#### Provided data ####

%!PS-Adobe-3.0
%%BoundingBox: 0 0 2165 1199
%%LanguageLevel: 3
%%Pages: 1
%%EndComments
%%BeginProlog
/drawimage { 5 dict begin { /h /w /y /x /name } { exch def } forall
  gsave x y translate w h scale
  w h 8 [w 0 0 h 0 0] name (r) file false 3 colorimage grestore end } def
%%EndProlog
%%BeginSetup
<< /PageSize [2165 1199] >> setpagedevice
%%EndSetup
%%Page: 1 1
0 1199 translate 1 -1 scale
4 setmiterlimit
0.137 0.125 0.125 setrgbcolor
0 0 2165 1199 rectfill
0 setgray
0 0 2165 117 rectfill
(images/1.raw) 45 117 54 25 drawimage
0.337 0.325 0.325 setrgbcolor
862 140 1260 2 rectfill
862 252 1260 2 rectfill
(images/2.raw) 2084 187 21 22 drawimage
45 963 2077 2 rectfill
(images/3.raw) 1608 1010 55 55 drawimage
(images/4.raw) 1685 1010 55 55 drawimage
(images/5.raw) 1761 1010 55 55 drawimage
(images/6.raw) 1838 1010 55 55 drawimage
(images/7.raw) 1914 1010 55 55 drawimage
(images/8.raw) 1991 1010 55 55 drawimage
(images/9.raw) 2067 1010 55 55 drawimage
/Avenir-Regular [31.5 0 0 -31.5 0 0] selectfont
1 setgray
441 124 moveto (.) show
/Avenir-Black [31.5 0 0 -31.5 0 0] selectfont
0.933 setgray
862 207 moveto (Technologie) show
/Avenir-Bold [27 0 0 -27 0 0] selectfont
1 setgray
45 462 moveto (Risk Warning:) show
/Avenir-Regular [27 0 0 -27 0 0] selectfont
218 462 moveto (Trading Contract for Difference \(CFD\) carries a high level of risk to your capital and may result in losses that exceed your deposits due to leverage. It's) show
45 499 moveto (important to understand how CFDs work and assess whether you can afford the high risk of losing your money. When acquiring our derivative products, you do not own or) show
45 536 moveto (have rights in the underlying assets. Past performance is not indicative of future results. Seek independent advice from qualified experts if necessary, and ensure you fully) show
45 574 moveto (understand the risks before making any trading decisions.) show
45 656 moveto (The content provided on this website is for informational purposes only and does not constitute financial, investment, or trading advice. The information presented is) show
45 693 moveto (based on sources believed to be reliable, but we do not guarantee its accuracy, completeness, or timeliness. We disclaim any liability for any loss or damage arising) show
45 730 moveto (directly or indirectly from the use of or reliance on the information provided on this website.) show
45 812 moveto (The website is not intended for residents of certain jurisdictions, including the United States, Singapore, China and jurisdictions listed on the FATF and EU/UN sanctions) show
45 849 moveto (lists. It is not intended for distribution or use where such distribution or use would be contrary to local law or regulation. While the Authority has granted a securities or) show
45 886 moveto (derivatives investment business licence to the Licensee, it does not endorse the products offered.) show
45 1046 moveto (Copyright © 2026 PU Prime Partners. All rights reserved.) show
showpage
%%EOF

####

Exact reproduction is required. Give the lines of the data from its first line through the line containing "<< /PageSize [2165 1199] >> setpagedevice", and no others.

Task response:
%!PS-Adobe-3.0
%%BoundingBox: 0 0 2165 1199
%%LanguageLevel: 3
%%Pages: 1
%%EndComments
%%BeginProlog
/drawimage { 5 dict begin { /h /w /y /x /name } { exch def } forall
  gsave x y translate w h scale
  w h 8 [w 0 0 h 0 0] name (r) file false 3 colorimage grestore end } def
%%EndProlog
%%BeginSetup
<< /PageSize [2165 1199] >> setpagedevice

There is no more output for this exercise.